» Work request
Scan the material and copy out each line where the word "Cedar" occurs.

» Exercise material
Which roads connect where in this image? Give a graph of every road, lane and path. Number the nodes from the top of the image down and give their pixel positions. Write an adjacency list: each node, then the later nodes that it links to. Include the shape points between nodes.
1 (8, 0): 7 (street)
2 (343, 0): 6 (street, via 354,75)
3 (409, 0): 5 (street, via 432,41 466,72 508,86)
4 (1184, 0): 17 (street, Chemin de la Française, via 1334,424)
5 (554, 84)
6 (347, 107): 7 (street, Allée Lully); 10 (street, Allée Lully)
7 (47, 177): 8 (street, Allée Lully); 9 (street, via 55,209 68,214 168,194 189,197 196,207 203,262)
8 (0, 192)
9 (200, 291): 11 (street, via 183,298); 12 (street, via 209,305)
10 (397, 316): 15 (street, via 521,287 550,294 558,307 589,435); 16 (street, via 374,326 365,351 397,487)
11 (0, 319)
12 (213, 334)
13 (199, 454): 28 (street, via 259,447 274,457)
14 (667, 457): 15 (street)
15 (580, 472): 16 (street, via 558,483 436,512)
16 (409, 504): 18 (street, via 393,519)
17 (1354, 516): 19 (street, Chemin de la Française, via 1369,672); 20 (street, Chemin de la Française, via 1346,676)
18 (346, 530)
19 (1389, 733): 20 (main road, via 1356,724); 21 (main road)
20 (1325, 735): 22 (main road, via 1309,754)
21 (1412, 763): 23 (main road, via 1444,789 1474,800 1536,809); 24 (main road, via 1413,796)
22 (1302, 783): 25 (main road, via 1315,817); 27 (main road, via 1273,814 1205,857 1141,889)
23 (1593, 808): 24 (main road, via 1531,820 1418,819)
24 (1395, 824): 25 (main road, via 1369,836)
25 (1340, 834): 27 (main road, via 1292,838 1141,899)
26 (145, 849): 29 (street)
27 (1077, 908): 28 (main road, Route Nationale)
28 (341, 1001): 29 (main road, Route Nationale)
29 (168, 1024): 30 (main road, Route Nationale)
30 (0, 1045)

...

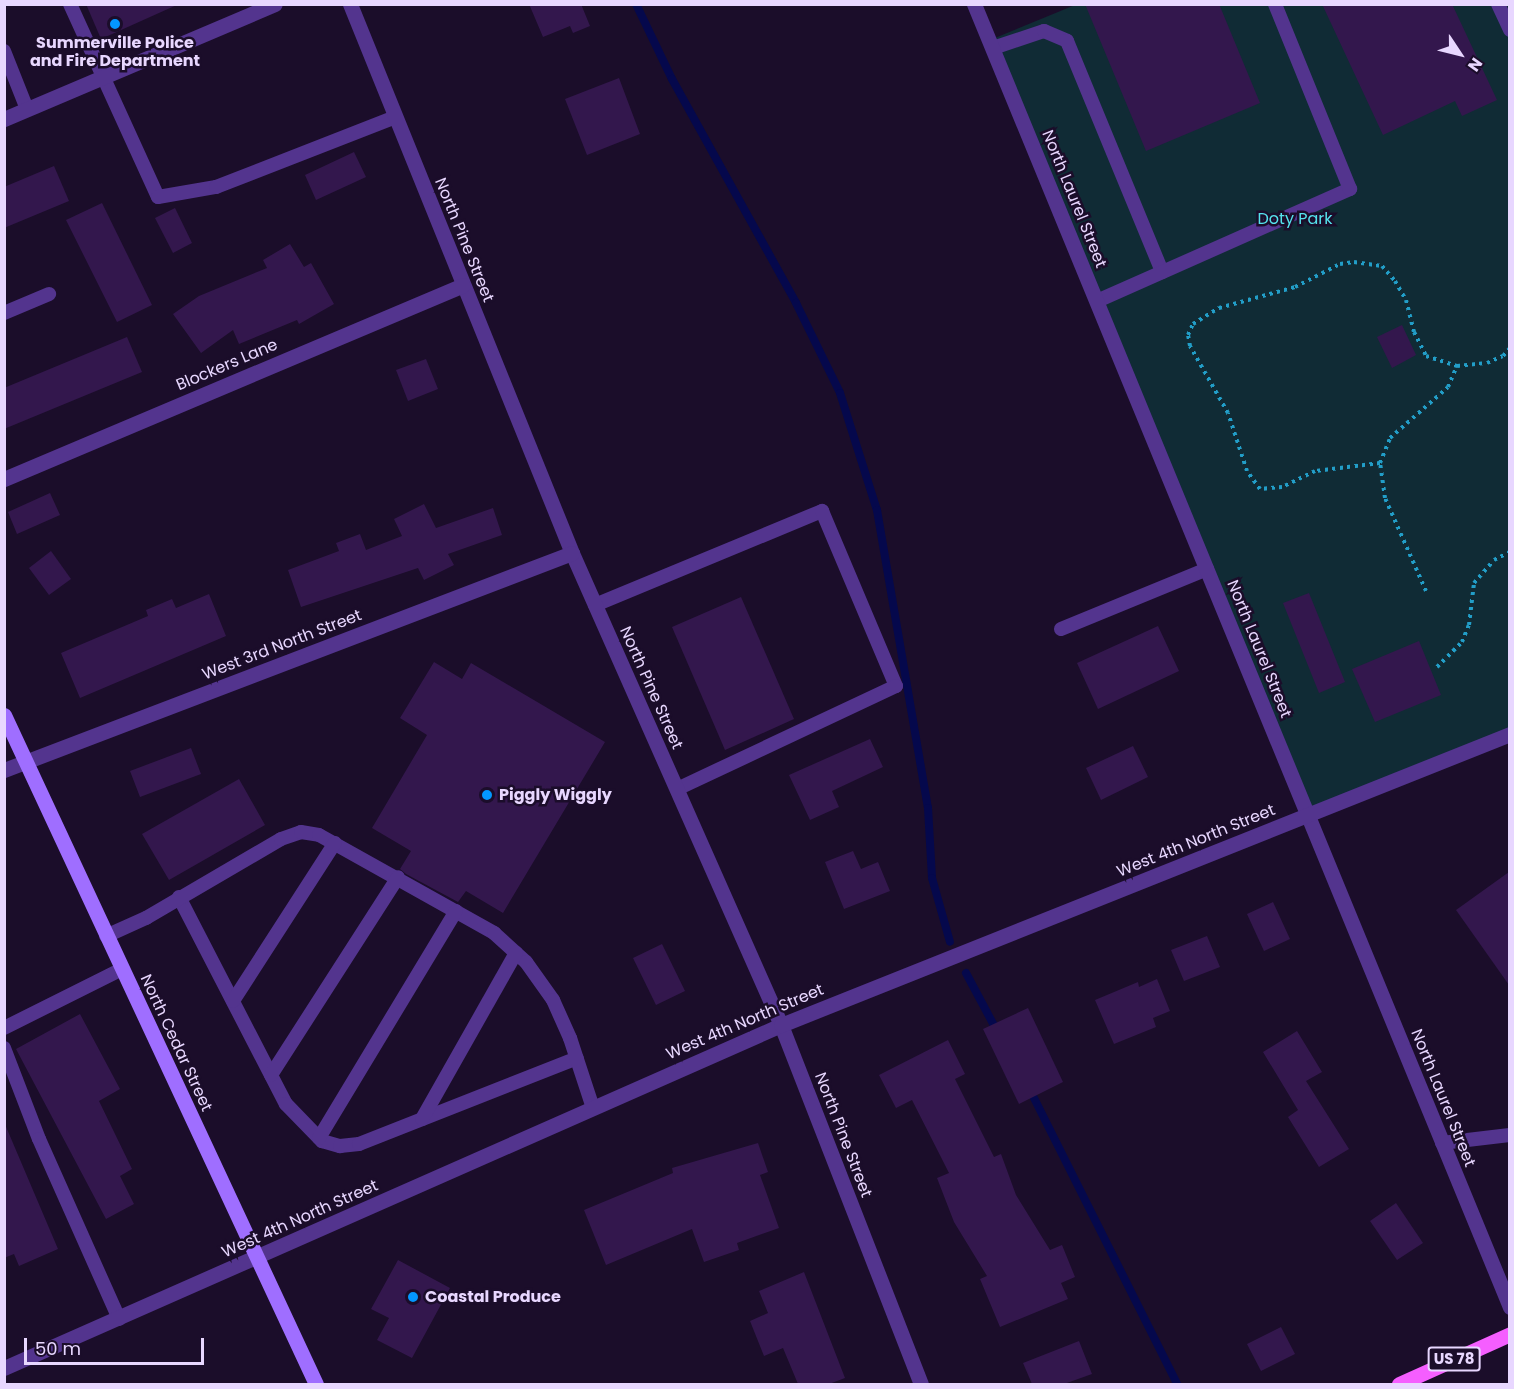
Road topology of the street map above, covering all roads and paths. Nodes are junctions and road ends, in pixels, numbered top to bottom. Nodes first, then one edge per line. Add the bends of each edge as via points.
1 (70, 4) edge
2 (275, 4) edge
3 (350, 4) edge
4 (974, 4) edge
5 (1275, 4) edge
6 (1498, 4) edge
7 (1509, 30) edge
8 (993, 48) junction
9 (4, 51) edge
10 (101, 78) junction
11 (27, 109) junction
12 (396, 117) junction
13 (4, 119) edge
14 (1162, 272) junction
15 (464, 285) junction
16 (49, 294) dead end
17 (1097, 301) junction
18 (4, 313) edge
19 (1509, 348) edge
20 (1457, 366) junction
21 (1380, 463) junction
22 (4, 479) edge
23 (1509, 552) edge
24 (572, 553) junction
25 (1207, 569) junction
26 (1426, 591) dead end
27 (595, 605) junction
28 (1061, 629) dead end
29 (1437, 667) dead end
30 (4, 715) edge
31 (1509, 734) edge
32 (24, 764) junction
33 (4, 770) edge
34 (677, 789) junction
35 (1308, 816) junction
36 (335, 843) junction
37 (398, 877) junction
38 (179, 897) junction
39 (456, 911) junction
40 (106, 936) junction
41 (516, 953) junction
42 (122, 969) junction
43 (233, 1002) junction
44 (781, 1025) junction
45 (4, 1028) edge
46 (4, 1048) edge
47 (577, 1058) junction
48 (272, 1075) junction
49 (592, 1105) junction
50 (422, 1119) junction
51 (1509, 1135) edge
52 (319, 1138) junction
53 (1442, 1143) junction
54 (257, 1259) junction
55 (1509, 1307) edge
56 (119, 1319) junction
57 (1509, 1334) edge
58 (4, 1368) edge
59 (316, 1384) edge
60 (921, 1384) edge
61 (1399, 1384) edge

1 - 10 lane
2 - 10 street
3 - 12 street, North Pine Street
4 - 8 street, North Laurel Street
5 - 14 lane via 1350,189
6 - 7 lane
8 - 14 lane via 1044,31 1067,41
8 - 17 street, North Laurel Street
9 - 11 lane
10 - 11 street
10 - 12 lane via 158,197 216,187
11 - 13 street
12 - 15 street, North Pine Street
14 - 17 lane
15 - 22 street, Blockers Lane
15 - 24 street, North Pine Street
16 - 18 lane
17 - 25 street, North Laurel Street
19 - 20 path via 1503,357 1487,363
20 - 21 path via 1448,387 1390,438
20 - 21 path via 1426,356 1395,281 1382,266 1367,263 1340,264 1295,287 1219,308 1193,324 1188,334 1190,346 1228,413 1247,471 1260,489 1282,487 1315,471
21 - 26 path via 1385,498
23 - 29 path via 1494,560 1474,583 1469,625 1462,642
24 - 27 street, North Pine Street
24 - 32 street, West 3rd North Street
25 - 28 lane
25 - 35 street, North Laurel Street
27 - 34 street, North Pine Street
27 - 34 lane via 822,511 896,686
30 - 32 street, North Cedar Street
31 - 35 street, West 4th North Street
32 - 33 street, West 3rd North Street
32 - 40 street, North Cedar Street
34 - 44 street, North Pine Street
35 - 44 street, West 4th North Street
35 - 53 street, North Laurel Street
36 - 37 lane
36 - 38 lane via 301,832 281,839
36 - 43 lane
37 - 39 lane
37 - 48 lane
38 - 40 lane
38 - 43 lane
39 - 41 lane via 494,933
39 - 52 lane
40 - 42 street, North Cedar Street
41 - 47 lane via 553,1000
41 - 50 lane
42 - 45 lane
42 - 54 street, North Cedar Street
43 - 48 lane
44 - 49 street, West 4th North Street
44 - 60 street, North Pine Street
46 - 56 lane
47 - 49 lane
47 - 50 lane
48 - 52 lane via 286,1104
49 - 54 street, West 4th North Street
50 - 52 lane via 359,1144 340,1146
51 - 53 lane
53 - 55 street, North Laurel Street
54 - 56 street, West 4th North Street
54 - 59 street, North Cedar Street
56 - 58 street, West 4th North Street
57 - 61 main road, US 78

» Reply
30 - 32 street, North Cedar Street
32 - 40 street, North Cedar Street
40 - 42 street, North Cedar Street
42 - 54 street, North Cedar Street
54 - 59 street, North Cedar Street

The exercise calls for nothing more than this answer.